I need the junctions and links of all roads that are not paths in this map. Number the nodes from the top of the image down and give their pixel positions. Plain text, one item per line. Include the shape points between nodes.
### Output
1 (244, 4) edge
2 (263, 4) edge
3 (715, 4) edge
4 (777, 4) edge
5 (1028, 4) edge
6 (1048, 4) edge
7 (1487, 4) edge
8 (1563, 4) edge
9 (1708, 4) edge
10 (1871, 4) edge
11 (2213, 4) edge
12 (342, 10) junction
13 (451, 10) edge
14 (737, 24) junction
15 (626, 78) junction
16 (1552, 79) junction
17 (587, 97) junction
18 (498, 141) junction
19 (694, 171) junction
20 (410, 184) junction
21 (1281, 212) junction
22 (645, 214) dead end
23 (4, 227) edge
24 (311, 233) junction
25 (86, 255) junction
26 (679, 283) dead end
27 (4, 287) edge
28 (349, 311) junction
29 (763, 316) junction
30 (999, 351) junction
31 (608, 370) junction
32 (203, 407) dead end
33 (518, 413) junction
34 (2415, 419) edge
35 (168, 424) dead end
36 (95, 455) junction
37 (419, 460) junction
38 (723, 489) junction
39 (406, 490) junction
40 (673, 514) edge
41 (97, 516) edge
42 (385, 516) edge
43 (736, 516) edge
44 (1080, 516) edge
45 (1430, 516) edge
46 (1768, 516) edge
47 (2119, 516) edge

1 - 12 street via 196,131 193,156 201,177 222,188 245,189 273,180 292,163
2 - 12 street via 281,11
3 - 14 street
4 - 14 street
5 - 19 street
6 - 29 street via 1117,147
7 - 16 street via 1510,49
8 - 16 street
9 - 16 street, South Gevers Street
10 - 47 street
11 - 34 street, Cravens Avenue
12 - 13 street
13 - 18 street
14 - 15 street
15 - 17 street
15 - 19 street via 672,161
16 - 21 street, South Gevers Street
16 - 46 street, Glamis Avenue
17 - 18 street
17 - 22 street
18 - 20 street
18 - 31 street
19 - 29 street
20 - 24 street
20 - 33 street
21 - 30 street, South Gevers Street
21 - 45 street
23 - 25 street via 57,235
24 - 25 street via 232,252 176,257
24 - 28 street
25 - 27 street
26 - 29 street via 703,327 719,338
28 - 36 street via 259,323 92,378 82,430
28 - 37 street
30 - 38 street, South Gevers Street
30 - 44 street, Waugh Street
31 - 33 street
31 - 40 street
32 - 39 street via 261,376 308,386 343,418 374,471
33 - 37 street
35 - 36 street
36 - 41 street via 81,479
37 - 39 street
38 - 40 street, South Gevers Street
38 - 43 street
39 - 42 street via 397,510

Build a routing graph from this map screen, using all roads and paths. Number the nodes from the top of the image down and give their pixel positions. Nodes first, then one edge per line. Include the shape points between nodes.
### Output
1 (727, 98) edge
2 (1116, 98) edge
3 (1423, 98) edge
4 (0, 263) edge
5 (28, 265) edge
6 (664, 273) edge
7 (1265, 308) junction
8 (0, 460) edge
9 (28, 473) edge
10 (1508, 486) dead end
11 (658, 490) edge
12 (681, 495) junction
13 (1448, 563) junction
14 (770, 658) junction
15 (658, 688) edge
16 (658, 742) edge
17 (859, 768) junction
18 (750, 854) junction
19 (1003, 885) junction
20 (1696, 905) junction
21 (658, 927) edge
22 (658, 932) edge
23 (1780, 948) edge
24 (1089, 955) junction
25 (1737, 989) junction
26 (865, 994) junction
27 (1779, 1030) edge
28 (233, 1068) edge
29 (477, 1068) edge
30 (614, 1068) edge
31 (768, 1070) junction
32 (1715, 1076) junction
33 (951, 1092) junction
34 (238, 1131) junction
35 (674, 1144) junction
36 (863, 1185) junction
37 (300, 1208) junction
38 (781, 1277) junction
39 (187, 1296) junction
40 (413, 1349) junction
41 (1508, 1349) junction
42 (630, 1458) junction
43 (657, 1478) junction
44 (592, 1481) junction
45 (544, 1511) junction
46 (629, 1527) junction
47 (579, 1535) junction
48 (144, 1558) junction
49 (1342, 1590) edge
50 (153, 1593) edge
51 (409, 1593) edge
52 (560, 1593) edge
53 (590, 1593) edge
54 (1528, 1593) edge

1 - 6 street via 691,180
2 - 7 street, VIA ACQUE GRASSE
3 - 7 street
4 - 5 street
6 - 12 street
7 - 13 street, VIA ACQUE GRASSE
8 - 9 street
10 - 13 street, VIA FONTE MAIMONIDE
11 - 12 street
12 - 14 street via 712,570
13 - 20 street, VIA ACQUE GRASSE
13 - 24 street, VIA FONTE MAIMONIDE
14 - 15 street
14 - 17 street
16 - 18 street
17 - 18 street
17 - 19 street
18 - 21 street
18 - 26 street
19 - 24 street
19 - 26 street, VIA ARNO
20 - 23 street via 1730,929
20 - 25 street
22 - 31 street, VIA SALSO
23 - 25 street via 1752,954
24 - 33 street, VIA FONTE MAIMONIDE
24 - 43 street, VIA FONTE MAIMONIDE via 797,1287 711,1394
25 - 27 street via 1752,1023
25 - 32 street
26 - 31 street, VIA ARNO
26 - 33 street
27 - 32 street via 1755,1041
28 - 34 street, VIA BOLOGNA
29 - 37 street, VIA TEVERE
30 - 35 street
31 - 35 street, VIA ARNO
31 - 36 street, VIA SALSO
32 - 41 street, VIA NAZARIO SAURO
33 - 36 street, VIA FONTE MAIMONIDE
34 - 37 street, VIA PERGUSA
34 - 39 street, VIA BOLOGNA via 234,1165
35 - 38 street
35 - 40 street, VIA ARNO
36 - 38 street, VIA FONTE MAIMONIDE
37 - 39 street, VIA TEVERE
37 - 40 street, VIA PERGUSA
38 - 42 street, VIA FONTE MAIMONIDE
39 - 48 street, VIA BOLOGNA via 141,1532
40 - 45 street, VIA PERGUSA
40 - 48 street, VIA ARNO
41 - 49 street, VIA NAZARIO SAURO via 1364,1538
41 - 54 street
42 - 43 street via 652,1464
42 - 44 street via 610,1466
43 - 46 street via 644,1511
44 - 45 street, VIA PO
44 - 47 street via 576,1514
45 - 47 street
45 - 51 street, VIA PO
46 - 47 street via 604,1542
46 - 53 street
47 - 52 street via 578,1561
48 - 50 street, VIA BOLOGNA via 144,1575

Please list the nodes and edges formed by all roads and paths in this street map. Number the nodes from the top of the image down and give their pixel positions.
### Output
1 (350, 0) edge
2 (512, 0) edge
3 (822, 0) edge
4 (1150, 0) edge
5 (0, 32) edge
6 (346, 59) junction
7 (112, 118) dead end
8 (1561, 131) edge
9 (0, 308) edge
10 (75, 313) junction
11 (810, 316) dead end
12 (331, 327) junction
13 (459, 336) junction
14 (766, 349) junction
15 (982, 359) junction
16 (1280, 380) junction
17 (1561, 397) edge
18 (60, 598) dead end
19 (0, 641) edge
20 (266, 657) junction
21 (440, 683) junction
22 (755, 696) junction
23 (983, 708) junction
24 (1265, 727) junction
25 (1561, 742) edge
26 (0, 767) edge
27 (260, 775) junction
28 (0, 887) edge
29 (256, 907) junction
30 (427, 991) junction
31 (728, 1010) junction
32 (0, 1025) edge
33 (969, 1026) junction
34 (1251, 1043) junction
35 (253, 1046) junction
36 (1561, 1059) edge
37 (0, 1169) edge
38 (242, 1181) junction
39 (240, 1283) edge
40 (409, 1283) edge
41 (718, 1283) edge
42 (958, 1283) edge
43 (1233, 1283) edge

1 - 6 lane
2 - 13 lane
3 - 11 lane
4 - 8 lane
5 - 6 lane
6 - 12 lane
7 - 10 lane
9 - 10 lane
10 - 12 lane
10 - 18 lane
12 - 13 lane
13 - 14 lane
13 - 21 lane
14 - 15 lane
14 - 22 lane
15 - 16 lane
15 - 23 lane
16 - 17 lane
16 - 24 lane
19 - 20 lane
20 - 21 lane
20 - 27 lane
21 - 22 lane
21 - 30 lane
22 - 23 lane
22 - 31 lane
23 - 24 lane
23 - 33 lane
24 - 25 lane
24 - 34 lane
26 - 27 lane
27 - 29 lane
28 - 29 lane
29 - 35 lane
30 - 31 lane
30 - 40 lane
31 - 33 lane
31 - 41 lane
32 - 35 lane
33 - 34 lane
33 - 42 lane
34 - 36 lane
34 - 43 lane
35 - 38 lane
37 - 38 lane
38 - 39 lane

════

● **Exercise brief**: Return each line of the material above that holds the string "roads".

● **Answer box**:
I need the junctions and links of all roads that are not paths in this map. Number the nodes from the top of the image down and give their pixel positions. Plain text, one item per line. Include the shape points between nodes.
Build a routing graph from this map screen, using all roads and paths. Number the nodes from the top of the image down and give their pixel positions. Nodes first, then one edge per line. Include the shape points between nodes.
Please list the nodes and edges formed by all roads and paths in this street map. Number the nodes from the top of the image down and give their pixel positions.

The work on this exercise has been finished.